— Assignment —
Within the entries below, find every line that has the string "tunnel", then copy it.

Data supplied below:

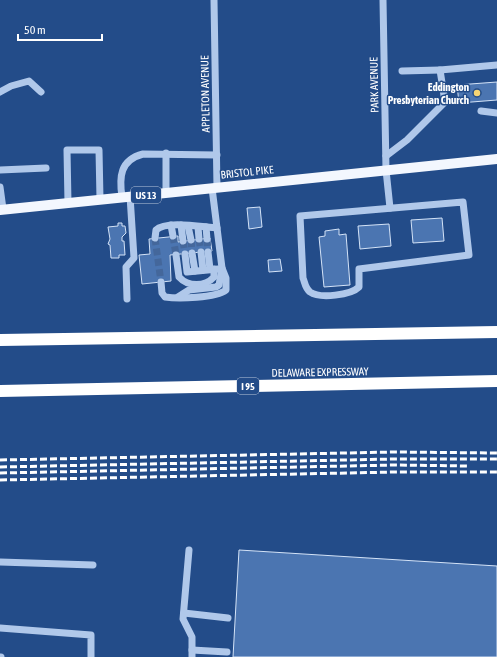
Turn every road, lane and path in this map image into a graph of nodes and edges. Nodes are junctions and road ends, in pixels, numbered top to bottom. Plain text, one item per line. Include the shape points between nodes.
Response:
1 (214, 0) edge
2 (383, 0) edge
3 (497, 65) edge
4 (440, 70) junction
5 (402, 71) dead end
6 (0, 92) edge
7 (42, 92) dead end
8 (481, 111) dead end
9 (497, 113) edge
10 (166, 153) junction
11 (217, 154) junction
12 (386, 156) junction
13 (497, 159) edge
14 (46, 168) dead end
15 (0, 170) edge
16 (386, 170) junction
17 (0, 187) edge
18 (214, 188) junction
19 (166, 193) junction
20 (126, 197) junction
21 (100, 200) junction
22 (68, 203) junction
23 (390, 208) junction
24 (2, 210) edge
25 (171, 225) junction
26 (185, 225) junction
27 (198, 227) junction
28 (206, 227) junction
29 (217, 228) junction
30 (173, 236) tunnel mouth
31 (155, 238) dead end
32 (187, 240) tunnel mouth
33 (204, 252) tunnel mouth
34 (188, 254) tunnel mouth
35 (176, 255) tunnel mouth
36 (209, 269) junction
37 (161, 282) tunnel mouth
38 (127, 298) dead end
39 (497, 332) edge
40 (0, 340) edge
41 (497, 381) edge
42 (0, 390) edge
43 (189, 550) dead end
44 (0, 562) edge
45 (93, 565) dead end
46 (184, 613) junction
47 (228, 618) dead end
48 (0, 628) edge
49 (227, 652) dead end
50 (192, 653) edge
51 (90, 657) edge

1 - 11 street, APPLETON AVENUE
2 - 12 street, PARK AVENUE
3 - 4 street
4 - 5 street
4 - 12 street via 445,102 407,140
6 - 7 street via 29,81
8 - 9 street
10 - 11 street
10 - 19 street
10 - 20 street via 143,154 129,160 122,172 121,184
11 - 18 street, APPLETON AVENUE
12 - 16 street, PARK AVENUE
13 - 16 main road, BRISTOL PIKE / US 13
14 - 15 street
16 - 18 main road, BRISTOL PIKE / US 13
16 - 23 street, PARK AVENUE
17 - 24 street
18 - 19 main road, BRISTOL PIKE / US 13
18 - 29 street, APPLETON AVENUE
19 - 20 main road, BRISTOL PIKE / US 13
20 - 21 main road, BRISTOL PIKE / US 13
20 - 38 street via 134,258 126,267
21 - 22 main road, BRISTOL PIKE / US 13
21 - 22 street via 100,150 67,150
22 - 24 main road, BRISTOL PIKE / US 13
23 - 23 street via 463,202 468,255 359,269 359,288 352,293 320,296 306,287 303,278 300,216
25 - 26 street
25 - 30 street
25 - 31 street via 159,227
26 - 27 street
26 - 32 street
27 - 28 street
27 - 28 street via 203,239
28 - 29 street
29 - 36 street, APPLETON AVENUE
33 - 36 street
34 - 36 street via 187,272
35 - 36 street via 179,276 188,284 203,284 210,281 214,277
36 - 37 street via 226,278 226,290 221,294 169,298 163,295
39 - 40 highway
41 - 42 highway, DELAWARE EXPRESSWAY / I 95
43 - 46 street
44 - 45 street
46 - 47 street
46 - 50 street via 183,619 192,637
48 - 51 street via 91,635
49 - 50 street

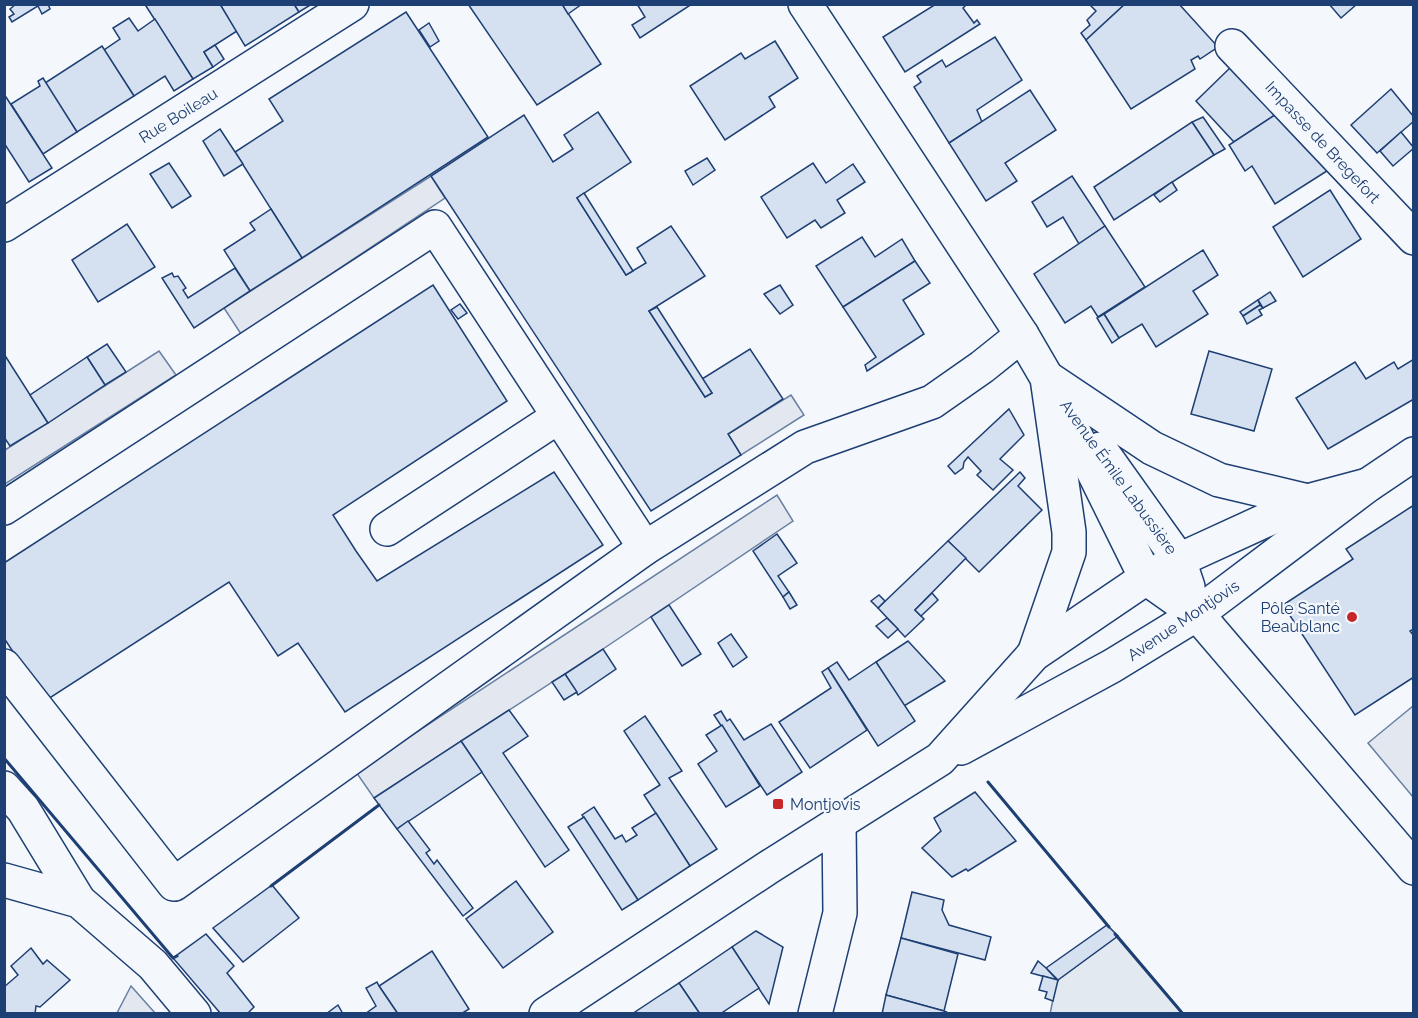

End of Data supplied.

— Solution to the exercise —
30 (173, 236) tunnel mouth
32 (187, 240) tunnel mouth
33 (204, 252) tunnel mouth
34 (188, 254) tunnel mouth
35 (176, 255) tunnel mouth
37 (161, 282) tunnel mouth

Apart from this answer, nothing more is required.